Task description: The full listing should be reproduced exactly as it appears.
-- Information given follows --
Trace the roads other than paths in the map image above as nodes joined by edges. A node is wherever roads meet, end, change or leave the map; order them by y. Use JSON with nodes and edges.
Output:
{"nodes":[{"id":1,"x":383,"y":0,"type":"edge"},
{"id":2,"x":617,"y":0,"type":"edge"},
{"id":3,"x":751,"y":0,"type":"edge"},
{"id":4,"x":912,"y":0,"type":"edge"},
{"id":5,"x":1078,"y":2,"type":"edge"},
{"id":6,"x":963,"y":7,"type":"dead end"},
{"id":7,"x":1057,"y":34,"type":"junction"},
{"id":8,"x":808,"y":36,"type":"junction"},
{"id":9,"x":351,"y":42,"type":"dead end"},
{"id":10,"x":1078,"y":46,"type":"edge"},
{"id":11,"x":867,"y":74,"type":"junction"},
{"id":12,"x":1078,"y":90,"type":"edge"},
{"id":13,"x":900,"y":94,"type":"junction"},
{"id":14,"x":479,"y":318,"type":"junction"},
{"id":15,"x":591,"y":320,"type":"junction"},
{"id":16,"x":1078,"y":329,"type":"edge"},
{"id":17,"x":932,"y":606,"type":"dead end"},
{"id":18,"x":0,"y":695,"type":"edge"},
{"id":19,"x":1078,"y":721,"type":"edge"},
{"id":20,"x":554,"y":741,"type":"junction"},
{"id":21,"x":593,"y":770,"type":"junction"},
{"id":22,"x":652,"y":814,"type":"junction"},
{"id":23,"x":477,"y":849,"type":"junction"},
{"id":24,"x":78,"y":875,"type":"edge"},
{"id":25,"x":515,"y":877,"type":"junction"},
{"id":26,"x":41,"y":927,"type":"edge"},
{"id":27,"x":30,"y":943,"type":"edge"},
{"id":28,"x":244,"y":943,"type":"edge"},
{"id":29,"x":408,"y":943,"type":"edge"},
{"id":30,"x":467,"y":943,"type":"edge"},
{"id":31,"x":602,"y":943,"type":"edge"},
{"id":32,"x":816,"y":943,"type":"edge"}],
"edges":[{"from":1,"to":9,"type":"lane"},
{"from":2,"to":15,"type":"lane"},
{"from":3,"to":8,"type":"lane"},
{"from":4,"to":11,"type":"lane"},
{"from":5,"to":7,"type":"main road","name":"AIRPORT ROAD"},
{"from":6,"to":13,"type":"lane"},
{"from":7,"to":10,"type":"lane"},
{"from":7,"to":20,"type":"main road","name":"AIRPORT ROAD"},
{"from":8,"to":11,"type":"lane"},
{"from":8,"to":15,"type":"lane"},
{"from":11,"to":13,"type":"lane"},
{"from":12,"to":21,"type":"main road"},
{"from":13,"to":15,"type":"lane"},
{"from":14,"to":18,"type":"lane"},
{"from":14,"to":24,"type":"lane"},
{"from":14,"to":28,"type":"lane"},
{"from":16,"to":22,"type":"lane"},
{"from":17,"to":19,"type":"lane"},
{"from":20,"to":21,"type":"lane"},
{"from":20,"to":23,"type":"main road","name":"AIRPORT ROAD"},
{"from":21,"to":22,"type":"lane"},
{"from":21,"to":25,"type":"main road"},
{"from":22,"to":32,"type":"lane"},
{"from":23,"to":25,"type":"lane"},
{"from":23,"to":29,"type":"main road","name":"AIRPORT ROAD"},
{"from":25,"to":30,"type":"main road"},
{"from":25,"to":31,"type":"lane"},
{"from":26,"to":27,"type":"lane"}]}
-- Information given concluded --
Solution to this exercise:
Trace the roads other than paths in the map image above as nodes joined by edges. A node is wherever roads meet, end, change or leave the map; order them by y. Use JSON with nodes and edges.
Output:
{"nodes":[{"id":1,"x":383,"y":0,"type":"edge"},
{"id":2,"x":617,"y":0,"type":"edge"},
{"id":3,"x":751,"y":0,"type":"edge"},
{"id":4,"x":912,"y":0,"type":"edge"},
{"id":5,"x":1078,"y":2,"type":"edge"},
{"id":6,"x":963,"y":7,"type":"dead end"},
{"id":7,"x":1057,"y":34,"type":"junction"},
{"id":8,"x":808,"y":36,"type":"junction"},
{"id":9,"x":351,"y":42,"type":"dead end"},
{"id":10,"x":1078,"y":46,"type":"edge"},
{"id":11,"x":867,"y":74,"type":"junction"},
{"id":12,"x":1078,"y":90,"type":"edge"},
{"id":13,"x":900,"y":94,"type":"junction"},
{"id":14,"x":479,"y":318,"type":"junction"},
{"id":15,"x":591,"y":320,"type":"junction"},
{"id":16,"x":1078,"y":329,"type":"edge"},
{"id":17,"x":932,"y":606,"type":"dead end"},
{"id":18,"x":0,"y":695,"type":"edge"},
{"id":19,"x":1078,"y":721,"type":"edge"},
{"id":20,"x":554,"y":741,"type":"junction"},
{"id":21,"x":593,"y":770,"type":"junction"},
{"id":22,"x":652,"y":814,"type":"junction"},
{"id":23,"x":477,"y":849,"type":"junction"},
{"id":24,"x":78,"y":875,"type":"edge"},
{"id":25,"x":515,"y":877,"type":"junction"},
{"id":26,"x":41,"y":927,"type":"edge"},
{"id":27,"x":30,"y":943,"type":"edge"},
{"id":28,"x":244,"y":943,"type":"edge"},
{"id":29,"x":408,"y":943,"type":"edge"},
{"id":30,"x":467,"y":943,"type":"edge"},
{"id":31,"x":602,"y":943,"type":"edge"},
{"id":32,"x":816,"y":943,"type":"edge"}],
"edges":[{"from":1,"to":9,"type":"lane"},
{"from":2,"to":15,"type":"lane"},
{"from":3,"to":8,"type":"lane"},
{"from":4,"to":11,"type":"lane"},
{"from":5,"to":7,"type":"main road","name":"AIRPORT ROAD"},
{"from":6,"to":13,"type":"lane"},
{"from":7,"to":10,"type":"lane"},
{"from":7,"to":20,"type":"main road","name":"AIRPORT ROAD"},
{"from":8,"to":11,"type":"lane"},
{"from":8,"to":15,"type":"lane"},
{"from":11,"to":13,"type":"lane"},
{"from":12,"to":21,"type":"main road"},
{"from":13,"to":15,"type":"lane"},
{"from":14,"to":18,"type":"lane"},
{"from":14,"to":24,"type":"lane"},
{"from":14,"to":28,"type":"lane"},
{"from":16,"to":22,"type":"lane"},
{"from":17,"to":19,"type":"lane"},
{"from":20,"to":21,"type":"lane"},
{"from":20,"to":23,"type":"main road","name":"AIRPORT ROAD"},
{"from":21,"to":22,"type":"lane"},
{"from":21,"to":25,"type":"main road"},
{"from":22,"to":32,"type":"lane"},
{"from":23,"to":25,"type":"lane"},
{"from":23,"to":29,"type":"main road","name":"AIRPORT ROAD"},
{"from":25,"to":30,"type":"main road"},
{"from":25,"to":31,"type":"lane"},
{"from":26,"to":27,"type":"lane"}]}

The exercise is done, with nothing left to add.